Gesù continua dicendo che «un giorno il povero morì e fu portato dagli angeli accanto ad Abramo. Morì anche il ricco e fu sepolto». A questo ribaltamento delle sorti terrene segue un dialogo tra il ricco e Abramo. In mezzo ai tormenti il primo si rivolge al patriarca chiedendogli: «Padre Abramo, abbi pietà di me e manda Lazzaro a intingere nell’acqua la punta del dito e a bagnarmi la lingua, perché soffro terribilmente in questa fiamma». Ma si sente rispondere da Abramo: «Figlio, ricordati che, nella vita, tu hai ricevuto i tuoi beni, e Lazzaro i suoi mali; ma ora in questo modo lui è consolato, tu invece sei in mezzo ai tormenti». Con queste parole Gesù non vuole impaurirci o descrivere «le pene dell’inferno», come siamo soliti pensare, ma semplicemente ricordarci che nella vita può esserci un «troppo tardi»: occorre vivere il presente come l’oggi di Dio, sapendo che ci sarà il giudizio di Dio alla fine dei tempi, nel quale l’Onnipotente ci chiamerà a rendere conto del nostro comportamento e «renderà a ciascuno secondo le sue opere» (cf Sal 62, 13; Rm 2, 6; Ap 2, 23).
Ma il ricco insiste, pregando Abramo di inviare Lazzaro ad avvertire i suoi fratelli di cambiare vita, ammonendoli «severamente» su ciò che li attende dopo la morte. Egli è convinto che «se qualcuno dai morti andrà da loro, si convertiranno». Si sente però rispondere: «Hanno Mosè e i Profeti; ascoltino loro… Se non ascoltano Mosè e i Profeti, non saranno persuasi neanche se uno risorgesse dai morti». Ciò significa che la fede non si fonda su miracoli o su eventi straordinari, ma sull’ascolto della parola di Dio (cf Rm 10, 17) contenuta nelle Scritture dell’Antico e del Nuovo Testamento.
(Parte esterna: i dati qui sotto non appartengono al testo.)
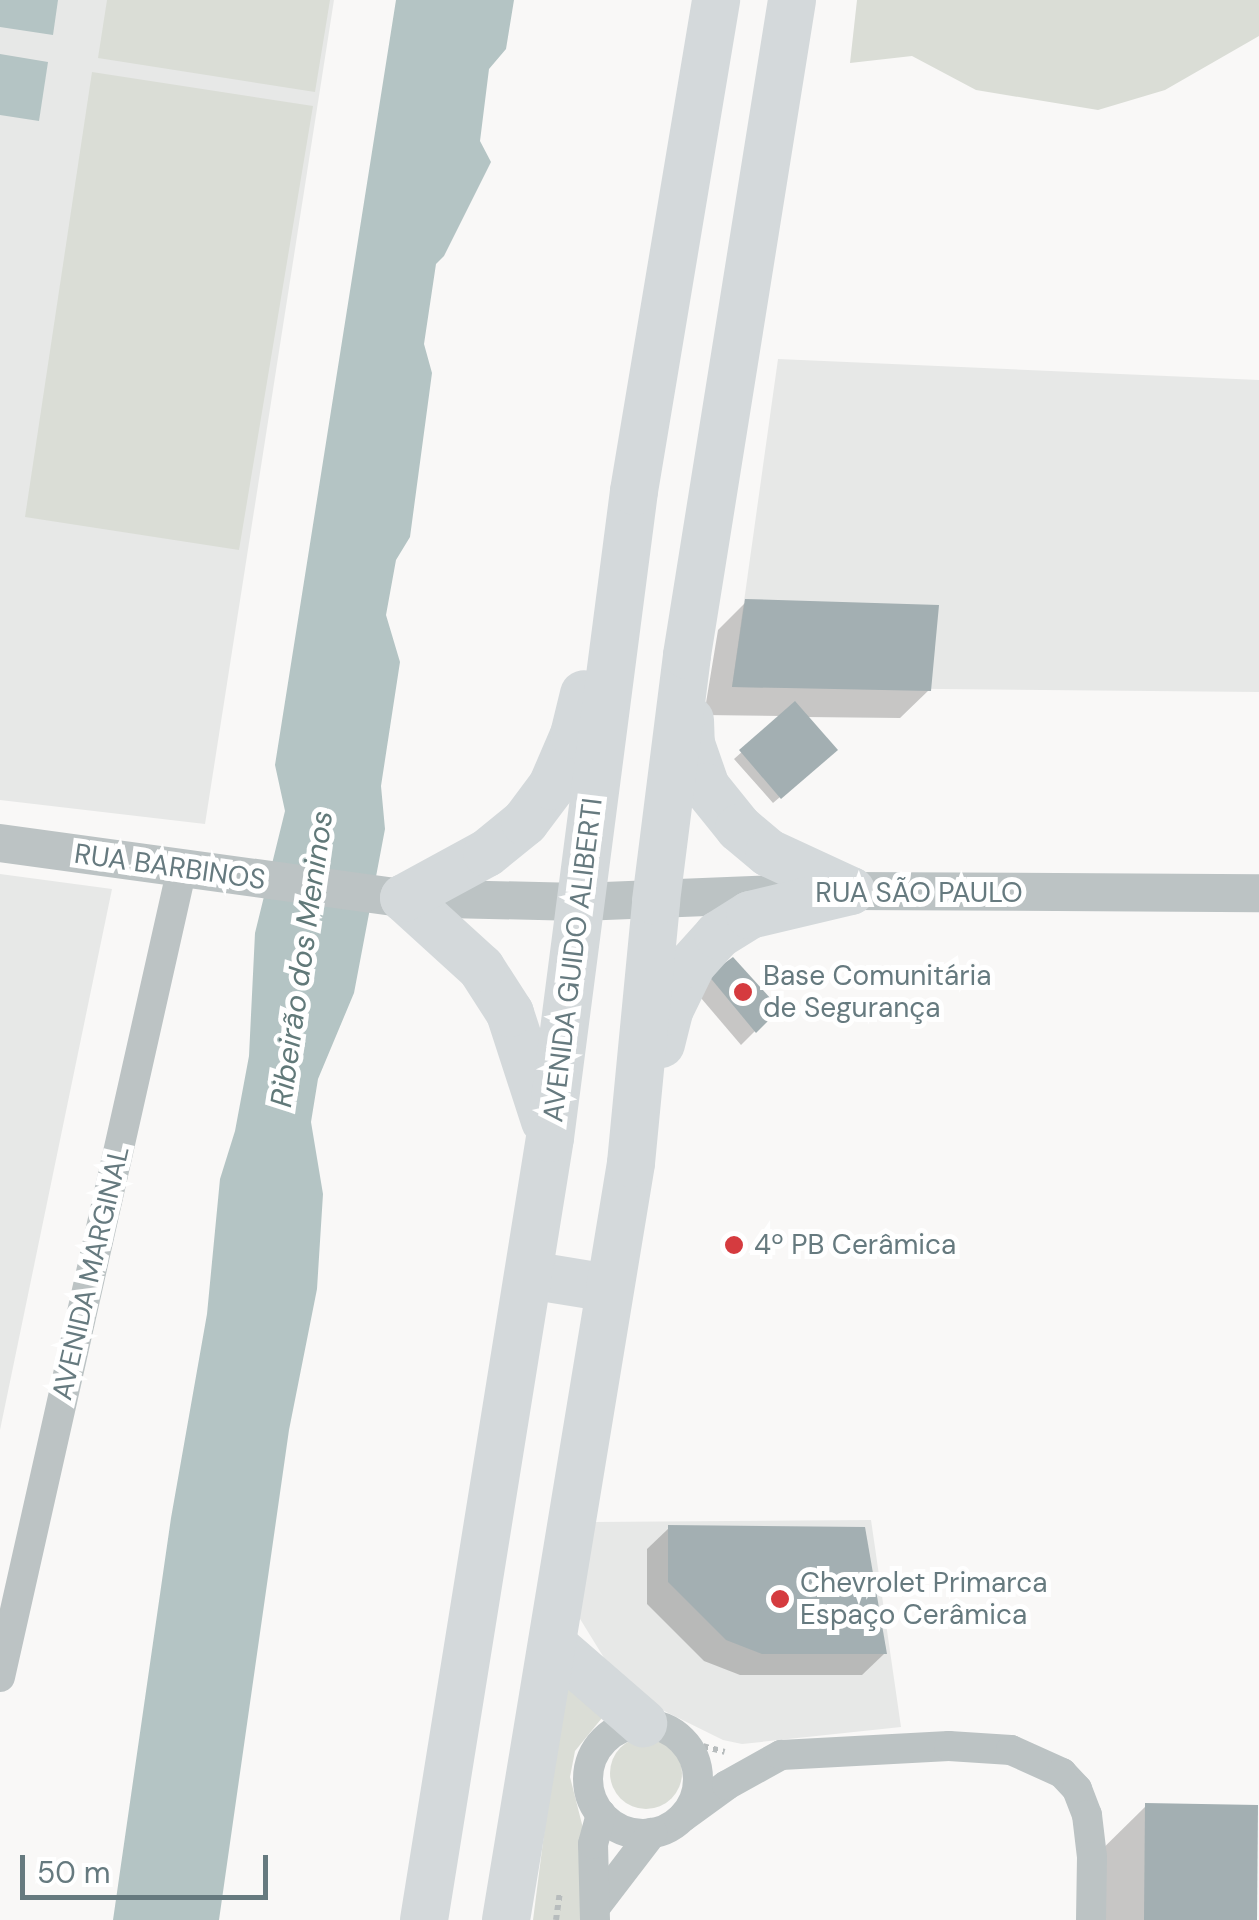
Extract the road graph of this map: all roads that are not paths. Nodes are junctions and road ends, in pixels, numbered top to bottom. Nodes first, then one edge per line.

Questa parabola ci insegna che la situazione attuale di ingiustizia e di cieca noncuranza dell’indigente verrà ribaltata da Dio, secondo l’insegnamento di Gesù, alla fine della vita. Basta pensare al cantico di Maria e alle beatitudini. Il ricco, quindi, non è condannato semplicemente perché è ricco, assolutamente no! È condannato perché indifferente, noncurante, chiuso agli altri, egoista. Il comportamento del ricco «Epulone» si chiama ingiustizia; quell’ingiustizia tanto denunciata dai profeti nell’Antico Testamento (cf Am 6, 1-7; Ger 22, 13-19; Ab 2, 6-11), quanto da Gesù e dagli apostoli nel Nuovo (cf Lc 6, 21.24; Gc 2, 5-9; 5, 1-6).
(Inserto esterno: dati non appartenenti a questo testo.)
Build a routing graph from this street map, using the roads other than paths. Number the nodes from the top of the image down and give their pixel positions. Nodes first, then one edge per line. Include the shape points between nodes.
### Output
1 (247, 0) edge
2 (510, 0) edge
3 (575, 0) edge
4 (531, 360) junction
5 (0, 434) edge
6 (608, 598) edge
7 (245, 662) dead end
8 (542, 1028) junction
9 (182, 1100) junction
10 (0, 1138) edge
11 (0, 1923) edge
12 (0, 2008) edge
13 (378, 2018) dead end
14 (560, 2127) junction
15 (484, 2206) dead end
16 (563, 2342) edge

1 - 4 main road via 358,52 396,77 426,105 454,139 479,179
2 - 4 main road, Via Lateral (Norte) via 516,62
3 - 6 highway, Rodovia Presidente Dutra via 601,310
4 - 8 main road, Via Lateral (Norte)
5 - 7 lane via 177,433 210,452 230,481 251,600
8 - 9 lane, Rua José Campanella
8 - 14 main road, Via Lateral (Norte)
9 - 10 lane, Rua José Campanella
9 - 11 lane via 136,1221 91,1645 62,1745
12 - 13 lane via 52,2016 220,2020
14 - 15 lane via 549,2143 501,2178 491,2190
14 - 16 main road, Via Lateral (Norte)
Nella I Lettura, infatti, abbiamo ascoltato il profeta Amos il quale ha davanti a sé lo spettacolo del guadagno facile durante il regno di Geroboamo II in Samaria: egli vede i potenti e i ricchi che gozzovigliano e non si preoccupano del benessere dei poveri e del destino della nazione. Questi «spensierati», che non hanno ascoltato a tempo debito gli ammonimenti del profeta, non si rendono conto che non solo manderanno in rovina tutta la nazione, ma saranno i primi «ad andare in esilio in testa ai deportati e (solo allora) cesserà l’orgia dei dissoluti». La ricchezza, dunque, non è la vera sicurezza. Oggi queste parole suonano stonate ai nostri orecchi, non vogliamo più ascoltarle. San Paolo nella prima Lettera ai Corinzi, mentre eleva l’inno della carità, ci ricorda che senza di essa noi «non siamo niente» (cf 1Cor 13, 1-3). Le persone che non amano, non hanno carità, le istituzioni che non sono al servizio dei cittadini e del bene comune, davanti a Dio, sono come inesistenti.
Il brano della Letta a Timoteo è preceduto da queste parole: «L’avidità del denaro infatti è la radice di tutti i mali; presi da questo desiderio, alcuni hanno deviato dalla fede e si sono procurati molti tormenti» (cf 1Tm 6, 10). Dopo questa constatazione l’apostolo Paolo esorta Timoteo dicendo: «Tu, uomo di Dio, evita queste cose; tendi invece alla giustizia, alla pietà, alla fede, alla carità, alla pazienza, alla mitezza. Combatti la buona battaglia della fede, cerca di raggiungere la vita eterna alla quale sei stato chiamato e per la quale hai fatto la tua bella professione di fede davanti a molti testimoni» (II Lettura). La fede, dunque, se è autentica, se «si rende operosa per mezzo della carità» (cf Gal 5, 6), si traduce in azioni concrete ispirate sull’amore fraterno. È infatti l’amore l’unica realtà su cui saremo giudicati al termine della nostra vita. Ricordiamoci le parole di Giovanni: «Se uno ha ricchezze di questo mondo e, vedendo il suo fratello in necessità, gli chiude il proprio cuore, come rimane in lui l’amore di Dio? Figlioli, non amiamo a parole né con la lingua, ma con i fatti e nella verità» (cf 1Gv 3, 17-18).